Covariate Data Preprocessing#

This notebook contains workflow of processing covariate files and computes PCA-derived covariates from phenotype data.

Miniprotocol Timing#

This represents the total duration for all miniprotocol phases. While module-specific timings are provided separately on their respective pages, they are also included in this overall estimate.

Timing < 3 minutes

Overview#

This workflow is an application of the covariate related sections from the xQTL project pipeline.

  1. covariate_formatting.ipynb (step i): Merge covariates and genotype PCA

  2. covariate_hidden_factor.ipynb (step ii): Compute residual on merged covariates and perform hidden factors analysis

Steps#

i. Merge Covariates and Genotype PCs#

You can edit the total amount of variation you want your PCs to explain by editing the --k parameter. In this example, we chose 80%.

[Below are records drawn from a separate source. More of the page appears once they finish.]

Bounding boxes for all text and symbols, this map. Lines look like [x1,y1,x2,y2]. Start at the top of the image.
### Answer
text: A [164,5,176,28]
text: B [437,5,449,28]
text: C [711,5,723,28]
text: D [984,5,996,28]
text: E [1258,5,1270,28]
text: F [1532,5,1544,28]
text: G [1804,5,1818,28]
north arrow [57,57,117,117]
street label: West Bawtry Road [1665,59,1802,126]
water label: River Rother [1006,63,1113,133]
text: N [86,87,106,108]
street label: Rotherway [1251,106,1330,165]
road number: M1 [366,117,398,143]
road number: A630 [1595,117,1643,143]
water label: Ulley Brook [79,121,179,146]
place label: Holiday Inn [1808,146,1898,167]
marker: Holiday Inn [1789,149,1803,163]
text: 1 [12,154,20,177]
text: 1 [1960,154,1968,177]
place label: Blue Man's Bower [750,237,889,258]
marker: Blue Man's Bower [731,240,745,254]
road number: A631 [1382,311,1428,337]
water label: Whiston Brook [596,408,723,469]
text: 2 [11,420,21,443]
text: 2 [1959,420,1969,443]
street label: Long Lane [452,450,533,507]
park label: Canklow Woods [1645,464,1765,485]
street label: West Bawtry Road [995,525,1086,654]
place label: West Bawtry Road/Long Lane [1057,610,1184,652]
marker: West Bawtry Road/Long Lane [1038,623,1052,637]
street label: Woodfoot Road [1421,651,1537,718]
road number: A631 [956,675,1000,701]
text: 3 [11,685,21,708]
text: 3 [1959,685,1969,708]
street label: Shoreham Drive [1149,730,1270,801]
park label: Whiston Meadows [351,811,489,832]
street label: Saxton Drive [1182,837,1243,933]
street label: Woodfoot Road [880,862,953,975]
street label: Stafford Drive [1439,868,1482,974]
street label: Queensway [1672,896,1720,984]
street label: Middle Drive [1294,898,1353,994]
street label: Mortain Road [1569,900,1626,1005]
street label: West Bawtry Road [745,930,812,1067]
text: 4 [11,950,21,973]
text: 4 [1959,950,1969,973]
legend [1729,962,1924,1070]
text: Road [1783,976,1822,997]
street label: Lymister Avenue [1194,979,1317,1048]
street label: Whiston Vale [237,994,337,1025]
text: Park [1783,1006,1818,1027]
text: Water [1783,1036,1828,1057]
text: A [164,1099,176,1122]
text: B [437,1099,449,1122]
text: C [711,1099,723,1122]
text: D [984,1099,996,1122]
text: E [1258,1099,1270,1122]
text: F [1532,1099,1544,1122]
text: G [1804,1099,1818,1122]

sos run xqtl-protocol/pipeline/covariate_formatting.ipynb merge_genotype_pc \
    --cwd output/covariate \
    --pcaFile output/genotype_pca/protocol_example.genotype.chr21_22.pQTL.plink_qc.prune.pca.rds \
    --covFile xqtl_association/protocol_example.samples.tsv \
    --tol-cov 0.4  \
    --k `awk '$3 < 0.8' output/genotype_pca/protocol_example.genotype.chr21_22.pQTL.plink_qc.prune.pca.scree.txt | tail -1 | cut -f 1 ` \
    --container oras://ghcr.io/cumc/bioinfo_apptainer:latest

ii. Compute Residual on Merged Covariates and Perform Hidden Factor Analysis#

sos run xqtl-protocol/pipeline/covariate_hidden_factor.ipynb Marchenko_PC \
   --cwd output/covariate \
   --phenoFile output/phenotype/protocol_example.protein.bed.gz  \
   --covFile output/covariate/protocol_example.samples.protocol_example.genotype.chr21_22.pQTL.plink_qc.prune.pca.gz \
   --mean-impute-missing \
   --container oras://ghcr.io/cumc/pcatools_apptainer:latest

Anticipated Results#

Processed covariate data includes a file with covariates and hidden factors for use in TensorQTL.